Outro importante aspecto sobre o negócio jurídico simulado, a partir da vigência do CC/2002, é que ele não se submete aos institutos da prescrição ou da decadência.

Ao analisar o AgInt no REsp 1.388.527, de relatoria do ministro Villas Bôas Cueva, a Terceira Turma confirmou a tese de que a simulação é insuscetível de prescrição ou de decadência, por ser causa de nulidade absoluta do negócio jurídico, nos termos dos artigos 167 e 169 do código.

Esse também foi o entendimento dos ministros Raul Araújo (AgInt no AREsp 1.557.349), Marco Aurélio Bellizze (AgInt no REsp 1.783.796), Antonio Carlos Ferreira (EDcl no AgRg no Ag 1.268.297) e Paulo de Tarso Sanseverino (AgInt no REsp 1.577.931).

Situação diversa, ensina o ministro Raul Araújo no REsp 1.004.729, ocorre nos processos ainda regidos pelo antigo Código Civil, nos quais “a alegação de simulação em negócios jurídicos atrai a incidência do princípio tempus regit actum, afastando a aplicação das regras do CC/2002, para, com base no artigo 178, parágrafo 9º, V, b, do Código Beviláqua, reconhecer-se a ocorrência de prescrição”.

Venda de bem de ascendente para descendente por meio de pessoa interposta

No REsp 999.921, a Quarta Turma, sob a relatoria do ministro Luis Felipe Salomão, entendeu que a venda de bem de ascendente para descendente realizada por intermédio de interposta pessoa, sem o consentimento dos demais descendentes, ainda na vigência do CC/1916, é caso de negócio jurídico simulado que pode ser anulado no prazo de quatro anos previsto no artigo 178, parágrafo 9º, V, b, do mesmo código.

Ao proferir seu voto, o relator destacou que, nesse caso, tem-se como termo inicial a data da abertura da sucessão do alienante, mostrando-se inaplicável o disposto na Súmula 494 do Supremo Tribunal Federal (STF).

“Entender de forma diversa significaria exigir que descendentes litigassem contra ascendentes, ainda em vida, causando um desajuste nas relações intrafamiliares. Ademais, exigir-se-ia que os descendentes fiscalizassem – além dos negócios jurídicos do seu ascendente – as transações realizadas por estranhos, ou seja, pelo terceiro interposto”, comentou Salomão.

Quanto à mesma situação na vigência do CC/2002, a ministra Nancy Andrighi, em decisão de 2020 no REsp 1.679.501, destacou que a venda direta de ascendente para descendente, tanto quanto a realizada por meio de interposta pessoa, são atos jurídicos anuláveis, desde que comprovada a intenção de disfarçar uma doação ao descendente adquirente, em prejuízo à legítima dos demais herdeiros, razão pela qual se aplicaria o prazo decadencial de dois anos previsto no artigo 179 do CC/2002.

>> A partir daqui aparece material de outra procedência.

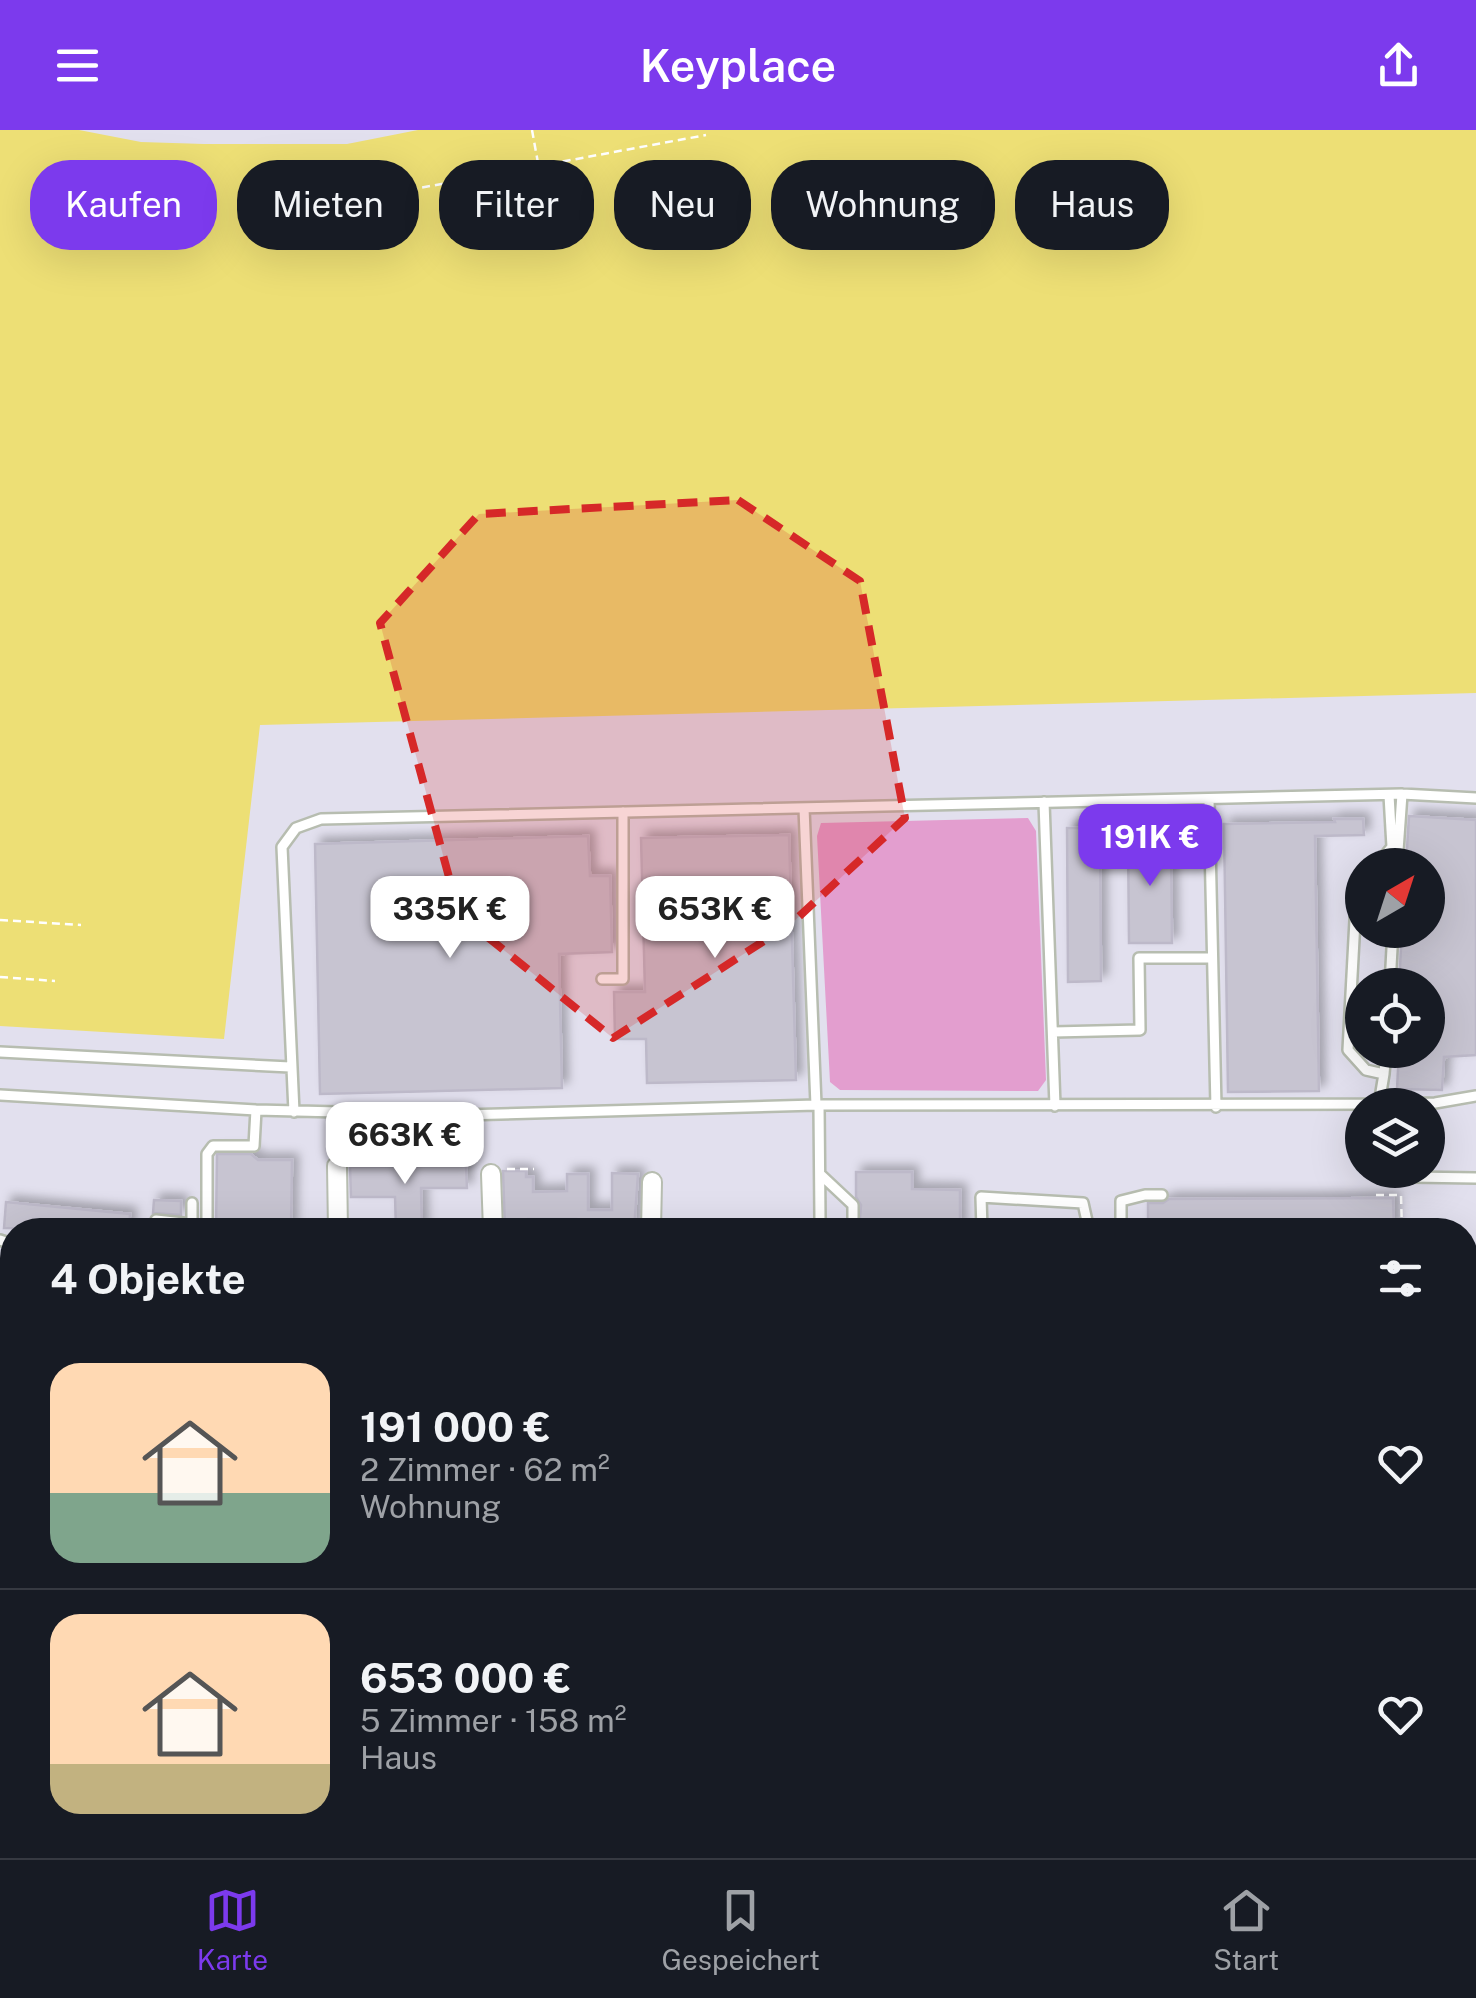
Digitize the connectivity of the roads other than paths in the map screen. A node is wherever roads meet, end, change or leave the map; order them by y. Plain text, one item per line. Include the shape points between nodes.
1 (1389, 794) junction
2 (1402, 794) junction
3 (1476, 798) edge
4 (1209, 800) junction
5 (1044, 802) junction
6 (804, 808) junction
7 (623, 812) junction
8 (1391, 848) edge
9 (1399, 848) edge
10 (1353, 948) edge
11 (1212, 958) junction
12 (602, 979) dead end
13 (1053, 1032) junction
14 (0, 1052) edge
15 (290, 1067) junction
16 (1384, 1068) edge
17 (1384, 1074) junction
18 (1382, 1088) edge
19 (0, 1095) edge
20 (1476, 1096) edge
21 (1445, 1101) edge
22 (1345, 1105) edge
23 (818, 1106) junction
24 (1055, 1106) junction
25 (1216, 1107) junction
26 (256, 1110) junction
27 (294, 1112) junction
28 (337, 1114) junction
29 (336, 1166) joint
30 (491, 1174) road end
31 (821, 1175) junction
32 (1445, 1178) edge
33 (1476, 1178) edge
34 (652, 1182) dead end
35 (1162, 1194) dead end
36 (192, 1203) dead end
37 (192, 1218) edge
38 (208, 1218) edge
39 (338, 1218) edge
40 (492, 1218) edge
41 (651, 1218) edge
42 (820, 1218) edge
43 (853, 1218) edge
44 (982, 1218) edge
45 (1087, 1218) edge
46 (1121, 1218) edge

1 - 2 lane
1 - 4 lane
1 - 8 lane
2 - 3 lane
2 - 9 lane
4 - 5 lane
4 - 11 lane
5 - 6 lane
5 - 13 lane
6 - 7 lane
6 - 23 lane
7 - 12 lane via 622,979
7 - 15 lane via 321,819 296,828 282,847
10 - 17 lane via 1348,1050 1366,1070
11 - 13 lane via 1139,958 1140,1030
11 - 25 lane
13 - 24 lane
14 - 15 lane
15 - 27 lane
16 - 17 lane
17 - 18 lane
19 - 26 lane
20 - 21 lane
22 - 25 lane
23 - 24 lane
23 - 28 lane
23 - 31 lane
24 - 25 lane
26 - 27 lane
26 - 38 lane via 254,1146 213,1146 207,1154
27 - 28 lane
28 - 29 lane
29 - 39 street
30 - 40 street
31 - 42 lane
31 - 43 lane via 853,1205
32 - 33 lane
34 - 41 street
35 - 46 lane via 1121,1201
36 - 37 lane
44 - 45 lane via 981,1198 1084,1202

O recurso julgado pela Terceira Turma foi interposto contra decisão do Tribunal de Justiça de Goiás (TJGO), o qual entendeu que a venda direta de ascendente a descendente por meio de interposta pessoa configuraria negócio jurídico simulado – portanto, nulo – que, conforme os artigos 167 a 169 do CC/2002, não convalesce com o tempo.

Porém, a magistrada explicou que, nesse caso, “o que se deve ter em mente é que a causa real de anulabilidade do negócio jurídico não é propriamente a simulação em si, mas a infringência taxativa ao preceito legal contido no artigo 496 do CC/2002. Por essa razão, não há que se falar na aplicabilidade dos artigos 167, parágrafo 1º, I, e 169 do CC/2002″.